Subtracting math acceleration adds to learning

by Claire Koenig, Print Managing Op/Ed Editor
I've got a problem for you. No need to take out scratch paper, it shouldn't be too hard. If 50 elementary school students are placed in an accelerated math class, and 10 of them learn none of the basic concepts they need to succeed in higher levels of math, how many of these students should not have been in the course in the first place?

Divide knowledge by the power of accelerated math, and you end up with a generation of students incapable of completing basic problems. Accelerated classes move too quickly while only skimming the surface of concepts that should be examined with great detail, allowing thousands of students to come out of MCPS with huge gaps in their math education.

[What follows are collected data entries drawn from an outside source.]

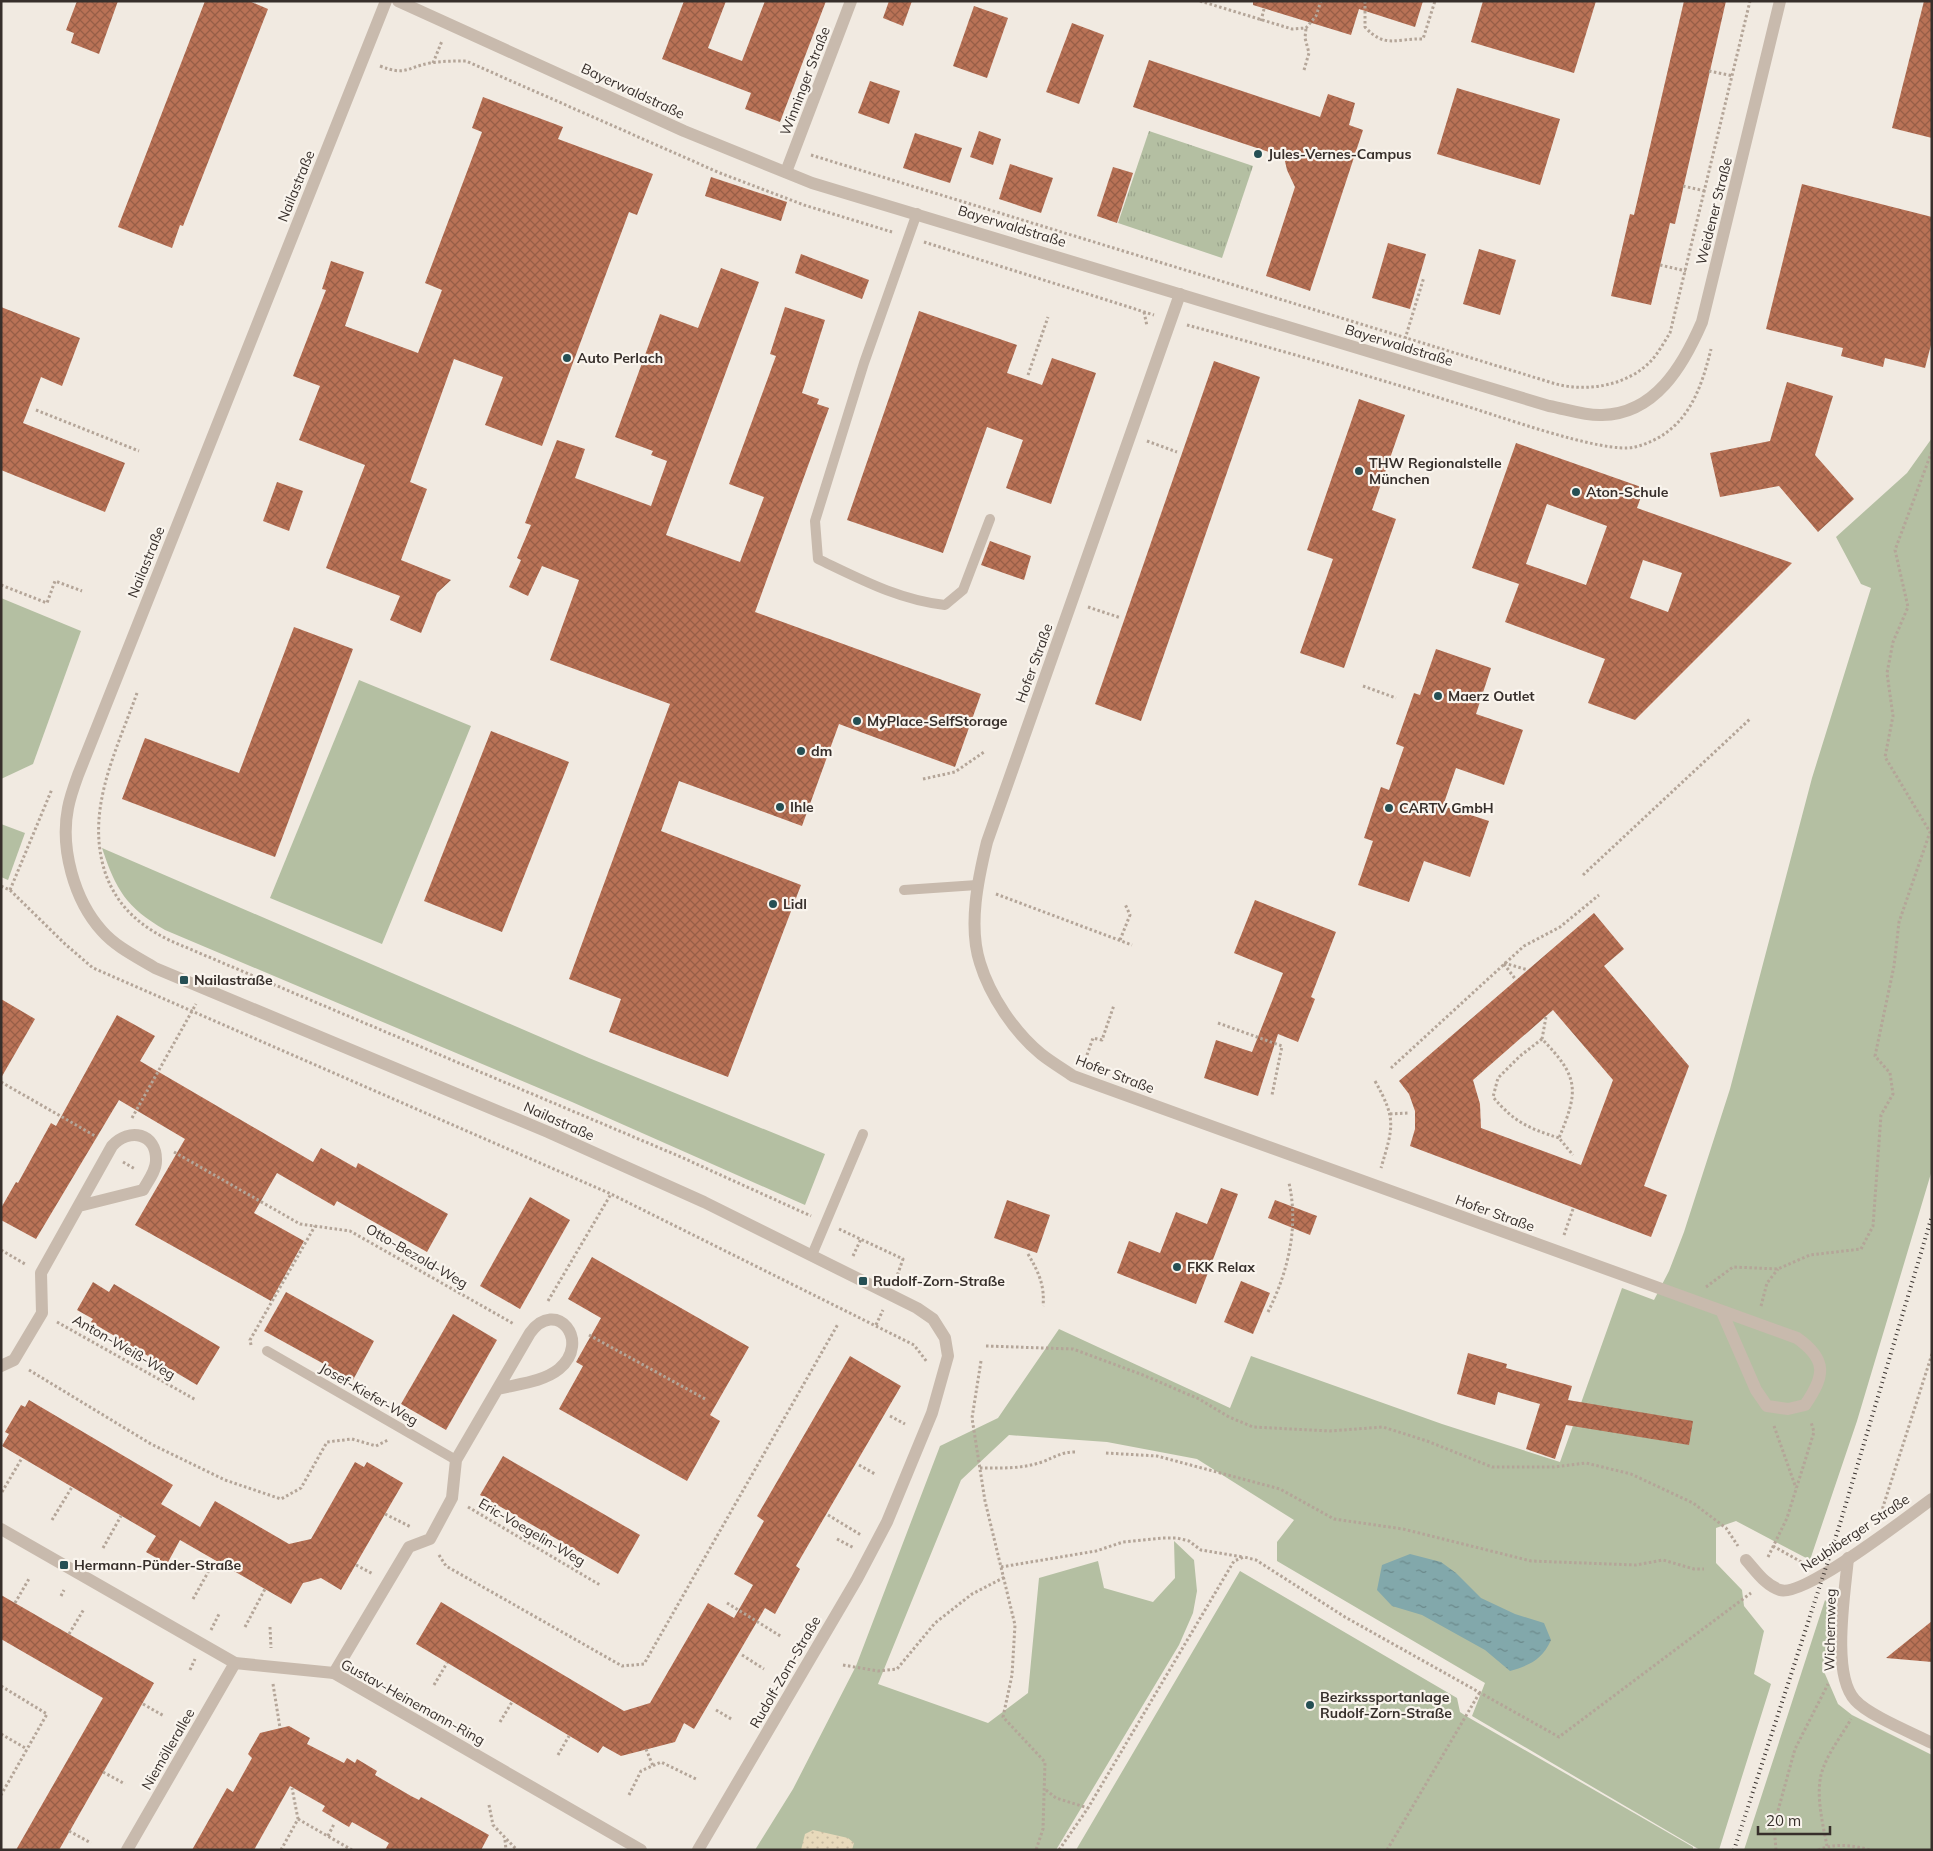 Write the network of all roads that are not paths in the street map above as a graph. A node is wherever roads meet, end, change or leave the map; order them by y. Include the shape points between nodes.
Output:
1 (386, 1) edge
2 (398, 1) edge
3 (851, 1) edge
4 (1780, 1) edge
5 (786, 172) junction
6 (917, 213) junction
7 (1180, 294) junction
8 (1638, 407) joint
9 (990, 519) dead end
10 (977, 885) junction
11 (904, 890) dead end
12 (863, 1134) dead end
13 (79, 1206) junction
14 (812, 1255) junction
15 (1722, 1312) junction
16 (945, 1338) joint
17 (267, 1351) road end
18 (1, 1366) edge
19 (498, 1389) junction
20 (456, 1460) junction
21 (1932, 1499) edge
22 (1, 1529) edge
23 (1848, 1558) junction
24 (1746, 1560) dead end
25 (235, 1663) junction
26 (334, 1673) junction
27 (1932, 1743) edge
28 (127, 1850) edge
29 (641, 1850) edge
30 (698, 1850) edge

1 - 14 street, Nailastraße via 78,775 68,809 67,848 73,877 102,931 155,968 548,1132
2 - 5 street, Bayerwaldstraße via 684,131
3 - 5 street, Winninger Straße
4 - 8 street, Weidener Straße via 1702,322 1678,369
5 - 6 street, Bayerwaldstraße via 812,183
6 - 7 street, Bayerwaldstraße
6 - 9 lane via 814,521 818,559 880,589 918,602 945,605 963,590
7 - 8 street, Bayerwaldstraße via 1549,406 1600,416 1620,414
7 - 10 street, Hofer Straße via 990,834
10 - 11 lane
10 - 15 street, Hofer Straße via 975,926 980,963 1000,1007 1041,1054 1073,1076
12 - 14 lane
13 - 13 street via 119,1138 141,1135 155,1147 156,1162 143,1190
13 - 18 street via 41,1272 42,1313 14,1360
14 - 16 street, Nailastraße via 917,1308 933,1319
15 - 15 street, Hofer Straße via 1797,1338 1812,1348 1821,1365 1818,1386 1805,1405 1788,1409 1767,1406 1756,1390
16 - 30 street, Rudolf-Zorn-Straße via 948,1356 934,1405 887,1522 853,1587
17 - 20 lane, Josef-Kiefer-Weg
19 - 19 street via 540,1379 558,1370 568,1360 572,1348 573,1338 568,1326 555,1319 535,1325
19 - 20 street
20 - 26 street via 452,1498 430,1540 410,1547
21 - 23 street, Neubiberger Straße
22 - 25 street, Gustav-Heinemann-Ring
23 - 24 street, Neubiberger Straße via 1800,1588 1781,1591 1766,1582
23 - 27 street, Wichernweg via 1841,1665 1846,1689 1856,1702
25 - 26 street, Gustav-Heinemann-Ring
25 - 28 street, Niemöllerallee
26 - 29 street, Gustav-Heinemann-Ring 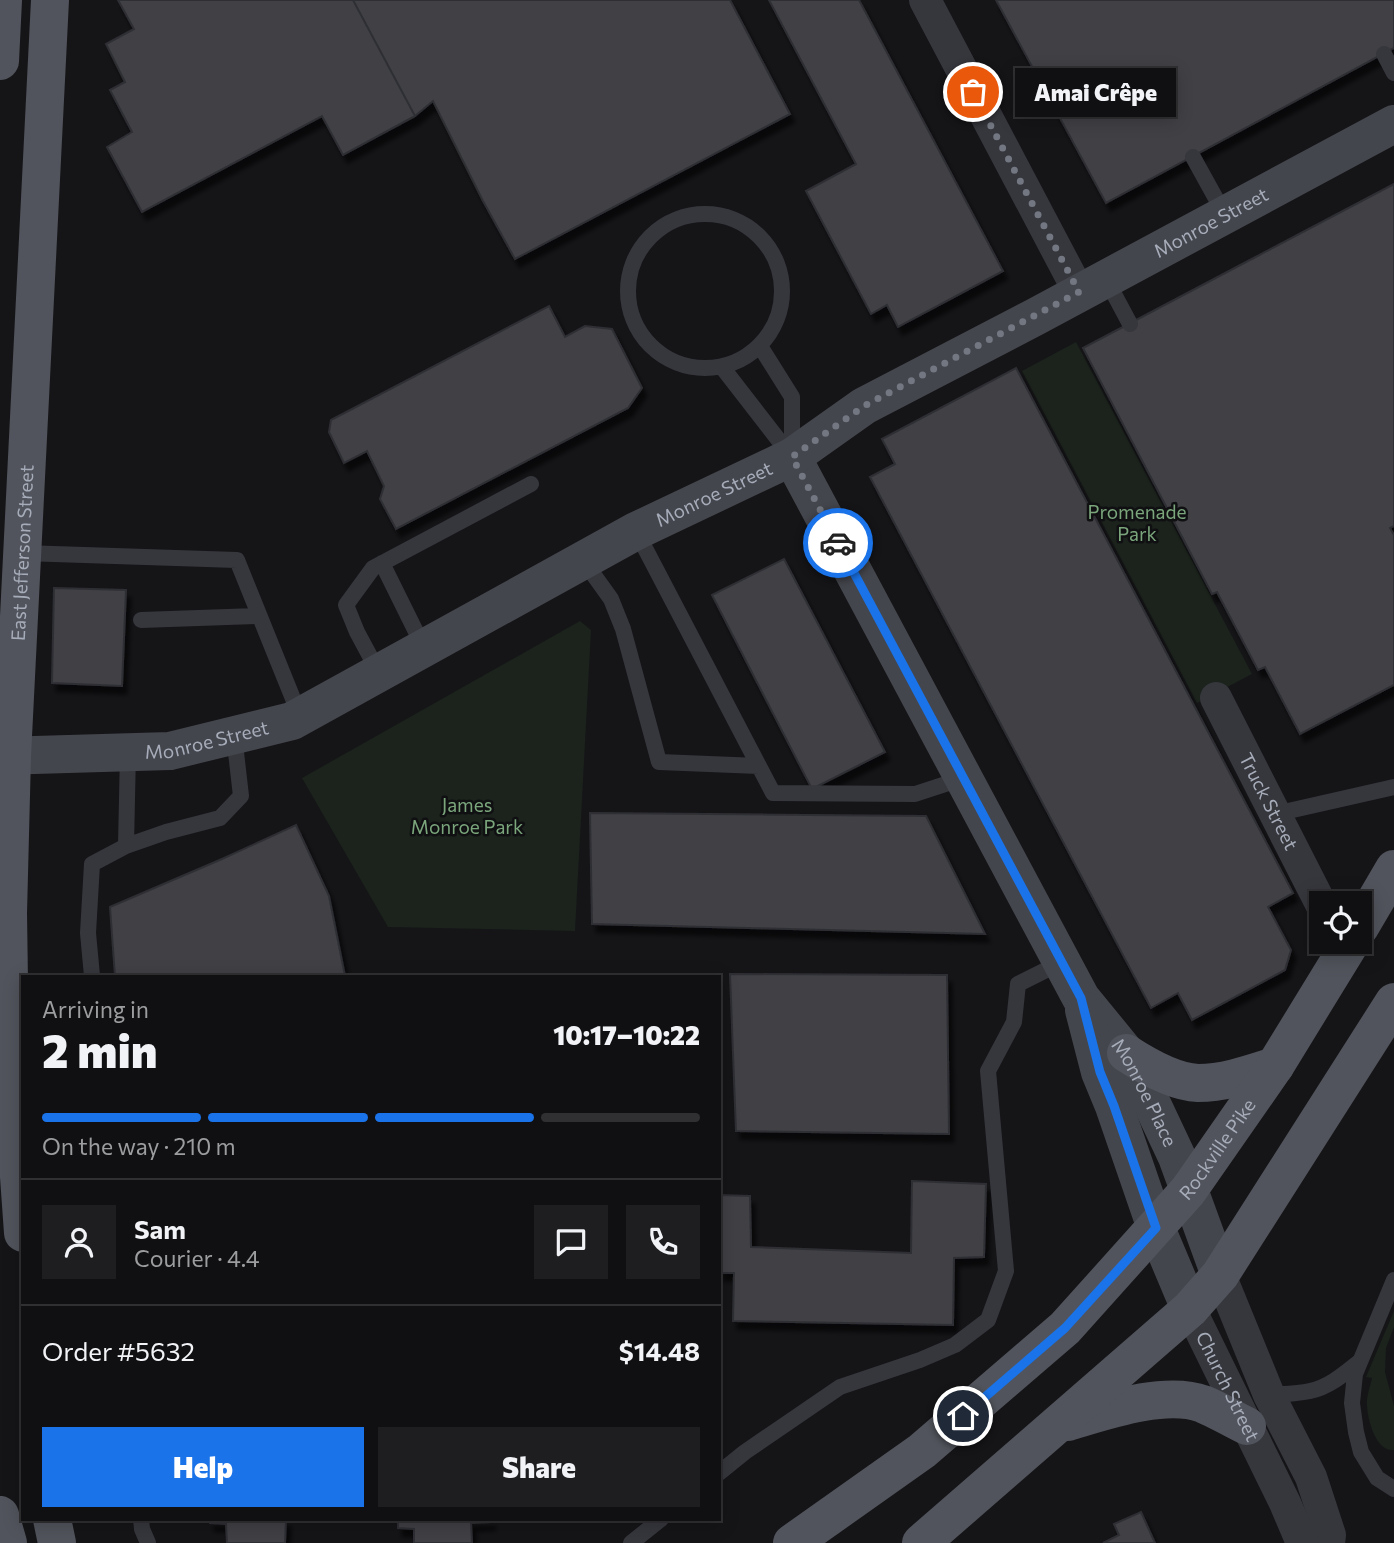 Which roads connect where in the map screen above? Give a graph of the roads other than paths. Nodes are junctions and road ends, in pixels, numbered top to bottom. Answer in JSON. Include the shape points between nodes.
{"nodes":[{"id":1,"x":3,"y":0,"type":"edge"},
{"id":2,"x":50,"y":0,"type":"edge"},
{"id":3,"x":925,"y":0,"type":"edge"},
{"id":4,"x":1384,"y":54,"type":"dead end"},
{"id":5,"x":0,"y":61,"type":"edge"},
{"id":6,"x":1394,"y":73,"type":"edge"},
{"id":7,"x":1394,"y":124,"type":"edge"},
{"id":8,"x":1193,"y":157,"type":"dead end"},
{"id":9,"x":1225,"y":215,"type":"junction"},
{"id":10,"x":1093,"y":286,"type":"junction"},
{"id":11,"x":1130,"y":324,"type":"dead end"},
{"id":12,"x":760,"y":346,"type":"junction"},
{"id":13,"x":722,"y":367,"type":"junction"},
{"id":14,"x":792,"y":457,"type":"junction"},
{"id":15,"x":531,"y":484,"type":"dead end"},
{"id":16,"x":636,"y":531,"type":"junction"},
{"id":17,"x":23,"y":553,"type":"junction"},
{"id":18,"x":583,"y":560,"type":"junction"},
{"id":19,"x":382,"y":563,"type":"junction"},
{"id":20,"x":259,"y":616,"type":"junction"},
{"id":21,"x":141,"y":620,"type":"dead end"},
{"id":22,"x":425,"y":648,"type":"junction"},
{"id":23,"x":379,"y":673,"type":"junction"},
{"id":24,"x":1216,"y":698,"type":"dead end"},
{"id":25,"x":300,"y":716,"type":"junction"},
{"id":26,"x":234,"y":735,"type":"junction"},
{"id":27,"x":128,"y":752,"type":"junction"},
{"id":28,"x":6,"y":756,"type":"edge"},
{"id":29,"x":759,"y":766,"type":"junction"},
{"id":30,"x":964,"y":778,"type":"junction"},
{"id":31,"x":1394,"y":787,"type":"edge"},
{"id":32,"x":1275,"y":814,"type":"junction"},
{"id":33,"x":126,"y":846,"type":"junction"},
{"id":34,"x":1394,"y":869,"type":"edge"},
{"id":35,"x":1314,"y":891,"type":"edge"},
{"id":36,"x":1372,"y":907,"type":"edge"},
{"id":37,"x":1344,"y":954,"type":"edge"},
{"id":38,"x":1062,"y":962,"type":"junction"},
{"id":39,"x":92,"y":975,"type":"edge"},
{"id":40,"x":1081,"y":998,"type":"junction"},
{"id":41,"x":1394,"y":1002,"type":"edge"},
{"id":42,"x":1126,"y":1053,"type":"junction"},
{"id":43,"x":1275,"y":1066,"type":"junction"},
{"id":44,"x":1188,"y":1191,"type":"junction"},
{"id":45,"x":21,"y":1203,"type":"edge"},
{"id":46,"x":1156,"y":1228,"type":"junction"},
{"id":47,"x":1220,"y":1275,"type":"junction"},
{"id":48,"x":1394,"y":1280,"type":"edge"},
{"id":49,"x":1190,"y":1309,"type":"junction"},
{"id":50,"x":1361,"y":1360,"type":"junction"},
{"id":51,"x":1269,"y":1395,"type":"junction"},
{"id":52,"x":1247,"y":1426,"type":"junction"},
{"id":53,"x":1053,"y":1427,"type":"junction"},
{"id":54,"x":922,"y":1451,"type":"junction"},
{"id":55,"x":721,"y":1471,"type":"edge"},
{"id":56,"x":1394,"y":1489,"type":"edge"},
{"id":57,"x":0,"y":1515,"type":"edge"},
{"id":58,"x":52,"y":1521,"type":"edge"},
{"id":59,"x":141,"y":1521,"type":"edge"},
{"id":60,"x":658,"y":1521,"type":"edge"},
{"id":61,"x":8,"y":1543,"type":"edge"},
{"id":62,"x":57,"y":1543,"type":"edge"},
{"id":63,"x":148,"y":1543,"type":"edge"},
{"id":64,"x":631,"y":1543,"type":"edge"},
{"id":65,"x":792,"y":1543,"type":"edge"},
{"id":66,"x":830,"y":1543,"type":"edge"},
{"id":67,"x":921,"y":1543,"type":"edge"},
{"id":68,"x":1301,"y":1543,"type":"edge"},
{"id":69,"x":1329,"y":1543,"type":"edge"}],
"edges":[{"from":1,"to":5,"type":"main road"},
{"from":2,"to":17,"type":"main road","name":"East Jefferson Street"},
{"from":3,"to":10,"type":"street"},
{"from":4,"to":6,"type":"lane"},
{"from":7,"to":9,"type":"street","name":"Monroe Street"},
{"from":8,"to":9,"type":"lane"},
{"from":9,"to":10,"type":"street","name":"Monroe Street"},
{"from":10,"to":11,"type":"lane"},
{"from":10,"to":14,"type":"street","name":"Monroe Street","via":[[864,406]]},
{"from":12,"to":13,"type":"lane"},
{"from":12,"to":13,"type":"lane","via":[[780,310],[781,279],[764,240],[738,220],[719,215],[686,216],[661,227],[639,250],[629,276],[628,300],[638,329],[656,351],[678,364]]},
{"from":12,"to":14,"type":"lane","via":[[792,397]]},
{"from":13,"to":14,"type":"lane"},
{"from":14,"to":16,"type":"street","name":"Monroe Street"},
{"from":14,"to":30,"type":"street","name":"Monroe Place"},
{"from":15,"to":19,"type":"lane"},
{"from":16,"to":18,"type":"street","name":"Monroe Street"},
{"from":16,"to":29,"type":"lane"},
{"from":17,"to":20,"type":"lane","via":[[237,560]]},
{"from":17,"to":28,"type":"main road","name":"East Jefferson Street"},
{"from":18,"to":22,"type":"street","name":"Monroe Street"},
{"from":18,"to":29,"type":"lane","via":[[611,599],[624,629],[659,762]]},
{"from":19,"to":22,"type":"lane"},
{"from":19,"to":23,"type":"lane","via":[[345,605]]},
{"from":20,"to":21,"type":"lane"},
{"from":20,"to":25,"type":"lane"},
{"from":22,"to":23,"type":"street","name":"Monroe Street"},
{"from":23,"to":25,"type":"street","name":"Monroe Street"},
{"from":24,"to":32,"type":"street","name":"Truck Street"},
{"from":25,"to":26,"type":"street","name":"Monroe Street"},
{"from":26,"to":27,"type":"street","name":"Monroe Street","via":[[170,751]]},
{"from":26,"to":33,"type":"lane","via":[[241,796],[220,818]]},
{"from":27,"to":28,"type":"street","name":"Monroe Street"},
{"from":27,"to":33,"type":"lane"},
{"from":28,"to":45,"type":"main road","name":"East Jefferson Street","via":[[10,1036]]},
{"from":29,"to":30,"type":"lane","via":[[773,793],[915,794]]},
{"from":30,"to":38,"type":"street","name":"Monroe Place"},
{"from":31,"to":32,"type":"lane"},
{"from":32,"to":35,"type":"street","name":"Truck Street"},
{"from":33,"to":39,"type":"lane","via":[[92,864],[88,933]]},
{"from":34,"to":36,"type":"main road"},
{"from":37,"to":43,"type":"main road","name":"Rockville Pike"},
{"from":38,"to":40,"type":"street","name":"Monroe Place"},
{"from":38,"to":55,"type":"lane","via":[[1018,984],[1014,1022],[988,1071],[1006,1271],[988,1320],[955,1345],[840,1387]]},
{"from":40,"to":42,"type":"street","name":"Monroe Place"},
{"from":40,"to":46,"type":"street","name":"Monroe Place","via":[[1100,1072]]},
{"from":41,"to":47,"type":"main road"},
{"from":42,"to":43,"type":"main road","via":[[1152,1070],[1195,1083]]},
{"from":42,"to":44,"type":"street","name":"Monroe Place","via":[[1177,1157]]},
{"from":43,"to":44,"type":"main road","name":"Rockville Pike"},
{"from":44,"to":46,"type":"main road","name":"Rockville Pike"},
{"from":44,"to":47,"type":"street","name":"Monroe Place"},
{"from":46,"to":49,"type":"street","name":"Church Street"},
{"from":46,"to":54,"type":"main road","name":"Rockville Pike","via":[[1065,1328]]},
{"from":47,"to":49,"type":"main road"},
{"from":47,"to":51,"type":"street","name":"Church Street"},
{"from":48,"to":50,"type":"lane"},
{"from":49,"to":52,"type":"street","name":"Church Street"},
{"from":49,"to":53,"type":"main road"},
{"from":50,"to":51,"type":"lane","via":[[1325,1386]]},
{"from":50,"to":56,"type":"lane","via":[[1352,1403],[1358,1442],[1377,1478]]},
{"from":51,"to":69,"type":"street","name":"Church Street","via":[[1311,1477]]},
{"from":52,"to":53,"type":"main road","via":[[1201,1404],[1163,1400],[1122,1406]]},
{"from":52,"to":68,"type":"street","name":"Church Street"},
{"from":53,"to":67,"type":"main road"},
{"from":54,"to":65,"type":"main road","name":"Rockville Pike"},
{"from":54,"to":66,"type":"main road"},
{"from":57,"to":61,"type":"main road"},
{"from":58,"to":62,"type":"main road"},
{"from":59,"to":63,"type":"lane"},
{"from":60,"to":64,"type":"lane"}]}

In a recent meeting of the MCPS Mathematics Work Group, a collection of teachers, administrators, parents and students interested in improving math education compiled a list of 26 ways to better math classes in MCPS. One of these suggestions was to change the MCPS system of accelerated math, and although no firm solutions have been put into effect as of yet, Superintendent Jerry Weast will readdress the issues raised in the spring of 2011, when he hopes to introduce a plan to reduce the number of students placed in math acceleration in elementary schools for the 2012 school year.

MCPS' gifted and talented (GT) program spans from kindergarten into eighth grade and then feeds into honors and Advanced Placement (AP) courses in high school. It was originally established in MCPS schools in 1978 to give children with high potential a chance to learn more challenging material at a younger age. One of the primary principles of the GT track is that exceptionally talented students learn at a different tempo, and that GT classes help them to reach their full potential. But GT has expanded since then to accept students who are unprepared for the level of difficulty in advanced classes.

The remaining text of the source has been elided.